October 6, 2008
Are the Fighting Irish BCS-bound?
Don't look now, but the Notre Dame Fighting Irish are 4-1 for the 27th time in team history. The biggest difference between this 4-1 and every other 4-1 record the Irish have ever had? This time they're not ranked.
Every other season in which the Fighting Irish were either 4-1 or 3-1-1, they were ranked. The Irish were rated as high as No. 4 in 1942 and 1965, as low as No. 18 in 1998, and had an average ranking of No. 10 during those seasons.On Sunday, Regis Philbin's alma mater got six votes in The Associated Press poll, 91 votes fewer than No. 25 Ball State, the fellow Indiana school best known for being David Letterman's alma mater.
This season's turnaround - 4-1 in five games versus 0-5 last year - is all part of Coach Weis's master plan, or so it would seem.
"I think this year one of the big things is we want to put Notre Dame back on the map in a positive vein, not in a negative vein," he said. "I think that would be one message that you earned your way back into the picture."
And speaking of earning their way back into the picture, Dennis Dodd sees the Irish as being in the driver's seat for a BCS bowl this year.

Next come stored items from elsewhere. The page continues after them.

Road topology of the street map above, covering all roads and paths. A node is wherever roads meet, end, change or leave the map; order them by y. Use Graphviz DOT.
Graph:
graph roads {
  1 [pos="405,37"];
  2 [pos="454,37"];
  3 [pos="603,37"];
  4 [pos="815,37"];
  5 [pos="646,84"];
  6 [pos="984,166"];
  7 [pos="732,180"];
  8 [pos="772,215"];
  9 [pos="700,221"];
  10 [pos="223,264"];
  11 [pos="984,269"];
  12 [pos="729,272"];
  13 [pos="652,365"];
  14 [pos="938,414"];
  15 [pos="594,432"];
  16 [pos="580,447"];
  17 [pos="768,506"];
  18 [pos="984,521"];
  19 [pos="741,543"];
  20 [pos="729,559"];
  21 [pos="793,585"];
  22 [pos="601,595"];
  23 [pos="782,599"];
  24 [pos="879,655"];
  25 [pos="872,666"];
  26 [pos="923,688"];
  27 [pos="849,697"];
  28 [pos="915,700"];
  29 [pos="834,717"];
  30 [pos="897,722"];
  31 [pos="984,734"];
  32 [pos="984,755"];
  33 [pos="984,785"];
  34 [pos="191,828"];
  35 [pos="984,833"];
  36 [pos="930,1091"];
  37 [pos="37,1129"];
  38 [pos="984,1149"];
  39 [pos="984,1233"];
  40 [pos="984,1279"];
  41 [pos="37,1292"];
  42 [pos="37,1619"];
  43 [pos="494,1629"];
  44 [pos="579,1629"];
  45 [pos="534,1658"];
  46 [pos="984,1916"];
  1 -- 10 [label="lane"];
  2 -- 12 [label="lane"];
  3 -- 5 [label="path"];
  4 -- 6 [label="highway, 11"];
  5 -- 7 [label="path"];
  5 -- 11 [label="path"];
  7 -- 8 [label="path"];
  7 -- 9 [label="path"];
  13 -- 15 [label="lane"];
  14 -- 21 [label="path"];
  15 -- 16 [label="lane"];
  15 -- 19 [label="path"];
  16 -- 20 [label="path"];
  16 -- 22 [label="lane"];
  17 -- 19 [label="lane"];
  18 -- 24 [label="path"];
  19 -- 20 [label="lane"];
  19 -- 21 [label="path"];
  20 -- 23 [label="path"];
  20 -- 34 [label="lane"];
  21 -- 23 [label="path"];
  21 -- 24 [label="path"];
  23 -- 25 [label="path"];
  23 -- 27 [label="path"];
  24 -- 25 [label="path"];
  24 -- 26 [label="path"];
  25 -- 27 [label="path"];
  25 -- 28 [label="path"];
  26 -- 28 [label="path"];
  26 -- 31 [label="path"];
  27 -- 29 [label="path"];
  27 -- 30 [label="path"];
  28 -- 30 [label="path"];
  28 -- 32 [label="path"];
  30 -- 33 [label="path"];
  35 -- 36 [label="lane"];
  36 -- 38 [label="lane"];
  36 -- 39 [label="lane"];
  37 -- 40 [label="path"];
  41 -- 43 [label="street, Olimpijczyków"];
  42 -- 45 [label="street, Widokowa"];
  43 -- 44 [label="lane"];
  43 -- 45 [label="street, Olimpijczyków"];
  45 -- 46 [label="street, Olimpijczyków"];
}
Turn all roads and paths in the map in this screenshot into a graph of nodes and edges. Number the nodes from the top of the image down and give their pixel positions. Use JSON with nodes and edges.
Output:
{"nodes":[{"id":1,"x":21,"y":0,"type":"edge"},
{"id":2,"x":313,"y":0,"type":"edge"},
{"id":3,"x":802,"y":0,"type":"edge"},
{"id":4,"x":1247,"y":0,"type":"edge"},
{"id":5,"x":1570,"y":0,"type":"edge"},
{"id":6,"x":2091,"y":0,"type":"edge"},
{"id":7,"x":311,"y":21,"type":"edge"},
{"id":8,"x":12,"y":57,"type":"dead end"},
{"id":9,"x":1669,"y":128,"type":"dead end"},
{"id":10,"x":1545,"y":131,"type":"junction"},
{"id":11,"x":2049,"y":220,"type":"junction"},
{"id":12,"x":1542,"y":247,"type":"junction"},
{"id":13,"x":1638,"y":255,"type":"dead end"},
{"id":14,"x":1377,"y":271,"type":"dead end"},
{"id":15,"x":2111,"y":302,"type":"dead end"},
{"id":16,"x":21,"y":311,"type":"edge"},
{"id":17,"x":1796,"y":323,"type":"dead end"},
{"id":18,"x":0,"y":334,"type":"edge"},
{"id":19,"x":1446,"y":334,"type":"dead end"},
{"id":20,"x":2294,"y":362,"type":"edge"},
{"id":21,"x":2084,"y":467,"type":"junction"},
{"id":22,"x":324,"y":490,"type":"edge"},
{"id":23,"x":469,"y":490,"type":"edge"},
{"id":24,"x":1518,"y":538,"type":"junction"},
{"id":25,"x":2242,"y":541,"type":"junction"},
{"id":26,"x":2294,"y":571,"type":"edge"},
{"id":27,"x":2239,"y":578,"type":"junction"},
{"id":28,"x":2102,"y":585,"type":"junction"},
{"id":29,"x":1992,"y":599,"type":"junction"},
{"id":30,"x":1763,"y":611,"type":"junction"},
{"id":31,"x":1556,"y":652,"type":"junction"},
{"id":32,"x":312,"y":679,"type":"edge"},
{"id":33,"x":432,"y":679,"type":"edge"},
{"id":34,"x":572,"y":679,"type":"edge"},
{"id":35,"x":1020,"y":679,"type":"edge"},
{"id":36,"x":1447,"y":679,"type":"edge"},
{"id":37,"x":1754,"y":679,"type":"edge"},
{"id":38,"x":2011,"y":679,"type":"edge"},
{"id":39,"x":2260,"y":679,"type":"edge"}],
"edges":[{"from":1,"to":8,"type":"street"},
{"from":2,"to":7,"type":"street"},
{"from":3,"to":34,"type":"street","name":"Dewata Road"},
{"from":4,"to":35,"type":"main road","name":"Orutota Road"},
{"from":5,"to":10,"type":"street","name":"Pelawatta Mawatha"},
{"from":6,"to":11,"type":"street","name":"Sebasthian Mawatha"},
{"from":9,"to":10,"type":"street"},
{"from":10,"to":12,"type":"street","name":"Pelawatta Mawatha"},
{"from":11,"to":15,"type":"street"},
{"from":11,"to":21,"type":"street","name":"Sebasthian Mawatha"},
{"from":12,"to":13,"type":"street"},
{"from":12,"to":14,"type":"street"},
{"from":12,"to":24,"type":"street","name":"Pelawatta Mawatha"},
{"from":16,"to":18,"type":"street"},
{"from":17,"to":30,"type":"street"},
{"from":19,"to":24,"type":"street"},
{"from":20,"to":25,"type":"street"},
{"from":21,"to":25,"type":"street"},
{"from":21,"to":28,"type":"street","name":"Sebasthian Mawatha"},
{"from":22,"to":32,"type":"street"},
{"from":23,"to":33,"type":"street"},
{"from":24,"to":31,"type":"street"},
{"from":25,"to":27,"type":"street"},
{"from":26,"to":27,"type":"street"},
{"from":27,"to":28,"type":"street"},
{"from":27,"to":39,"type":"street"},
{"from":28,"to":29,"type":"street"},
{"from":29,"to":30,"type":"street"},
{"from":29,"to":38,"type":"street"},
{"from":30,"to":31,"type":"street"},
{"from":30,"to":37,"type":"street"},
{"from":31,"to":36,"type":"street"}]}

Notre Dame? I'm getting this feeling in the pit of my keyboard that it's headed for the Fiesta Bowl. As long as Oklahoma remains No. 1, that's the bowl that would get the first pick after the BCS title game teams are slotted.Sure, the Irish are unranked but 11 ranked teams ahead of them in the AP poll play at least three currently ranked teams the rest of the way; Notre Dame plays two (North Carolina, USC). Why wouldn't the Fiesta folks pick Notre Dame to match up against a Big 12 rep like Missouri? Actually, scratch that. Notre Dame against anyone would be good for TV and ticket sales.
I'm not saying it's right, it just is. Notre Dame is about as off the radar right now as Vanderbilt is on. It has cobbled together that 4-1 record beating unranked teams. But God's Program has special dispensation every year. Finish in the top eight of the BCS and it goes major bowling; Top 14 and it is eligible for an at-large berth.
Translated, "at-large" means bowl executives would be pulling shivs on each other to get a shot at the Irish. A couple of years ago the rules were changed to make it harder for Notre Dame to get in.
Wow. Notre Dame as an at-large in a BCS bowl. Man.
The Irish (4-1) play at North Carolina (loss?) and at Washington (win?) before returning home to play Pitt (win?). Then it's at Boston College (loss?), at Navy (loss?) and home against Syracuse (win?). Notre Dame wraps the season at USC (loss?).
I can't argue with Dodd's position on the Irish as the single most bankable guarantee a bowl game can put in play, but... do we really want to watch a six or seven win Notre Dame team in a BCS bowl against... anybody?